Вместо радости большое огорчение в отчий дом привезли. Но прошла неделя, и все, кроме матери, успокоились. Только душа матери не успокоилась и никак не могла прийти в равновесие. По ночам зажигала свечу и шла в приготовленную для Гришеньки комнату. Садилась в кресло, закрывала глаза, и чудилось ей, что через эту комнату она делается ближе к своим «несчастным мальчикам»…

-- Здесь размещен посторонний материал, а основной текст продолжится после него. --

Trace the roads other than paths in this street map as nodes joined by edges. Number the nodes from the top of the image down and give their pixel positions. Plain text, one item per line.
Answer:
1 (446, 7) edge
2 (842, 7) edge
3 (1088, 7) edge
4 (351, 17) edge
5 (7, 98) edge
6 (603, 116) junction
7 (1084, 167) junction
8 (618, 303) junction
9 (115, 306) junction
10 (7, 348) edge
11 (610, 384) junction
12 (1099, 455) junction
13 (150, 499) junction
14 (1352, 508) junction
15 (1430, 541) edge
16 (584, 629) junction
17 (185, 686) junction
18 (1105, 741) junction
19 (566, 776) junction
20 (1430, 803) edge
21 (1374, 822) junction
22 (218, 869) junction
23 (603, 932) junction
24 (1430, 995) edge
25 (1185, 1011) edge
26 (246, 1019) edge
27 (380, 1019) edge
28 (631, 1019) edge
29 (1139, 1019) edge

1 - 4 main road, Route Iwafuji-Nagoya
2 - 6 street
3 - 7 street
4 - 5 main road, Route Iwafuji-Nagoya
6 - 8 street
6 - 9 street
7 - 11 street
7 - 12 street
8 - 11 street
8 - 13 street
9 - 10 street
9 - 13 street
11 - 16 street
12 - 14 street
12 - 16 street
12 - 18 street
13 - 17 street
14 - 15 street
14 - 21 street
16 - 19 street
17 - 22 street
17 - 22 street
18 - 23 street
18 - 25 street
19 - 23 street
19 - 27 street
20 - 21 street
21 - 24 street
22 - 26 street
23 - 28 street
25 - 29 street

Точно что-то переломилось после этой неудачи в душе Анны Михайловны. Все по-прежнему она была величественна и внушала робкое почтение посторонним, а мужикам и бабам даже боязнь, все так же повелителен был тон ее с прислугой, но все-таки это была только копия прежней старой гордой барыни. Переломилась гордость, сознание своей избранности. Стали появляться прорывы в исполнении той царственной роли, которую, казалось, она продолжала играть на подмостках жизненного театра. Точно пошатнулась в вере в самое себя. То чрезмерно величава, то чрезмерно кротка, то грозна, то моментами необычайно ласкова, то придирчиво хозяйственна, то совершенно невнимательна ко всем благам жизни. Повадилась одинокую прогулку предпринимать в проданную Ананькину березовую рощу, к его келье – кукушек слушать.
– Мама! Что-то вы обмякли очень…
– Ты еще вперед, Пашенька, смотришь, а я больше назад. Все ищешь, чего уже нет и не будет.
А Павел Николаевич усиленно смотрел теперь вперед. Злобился на властей, что Григория на три года от отчего дома отняли. Все письма из Алатыря получал: со всех сторон осенью баллотироваться просили! И еще сообщили, что весь уезд словно с ума сошел: узнали, что скоро инженеры приезжают изыскания для железной дороги делать. Крупными деньгами в воздухе запахло. По ночам с женой совет держал. Придумали: тетю Машу с мужем в Никудышевку переселить на подмогу матери, а самим в Алатырь перебраться, в старый бабушкин дом. До осени проживут, а зиму, если в председатели выберут, снимутся всей семьей и в Алатырь – Бел-Камень!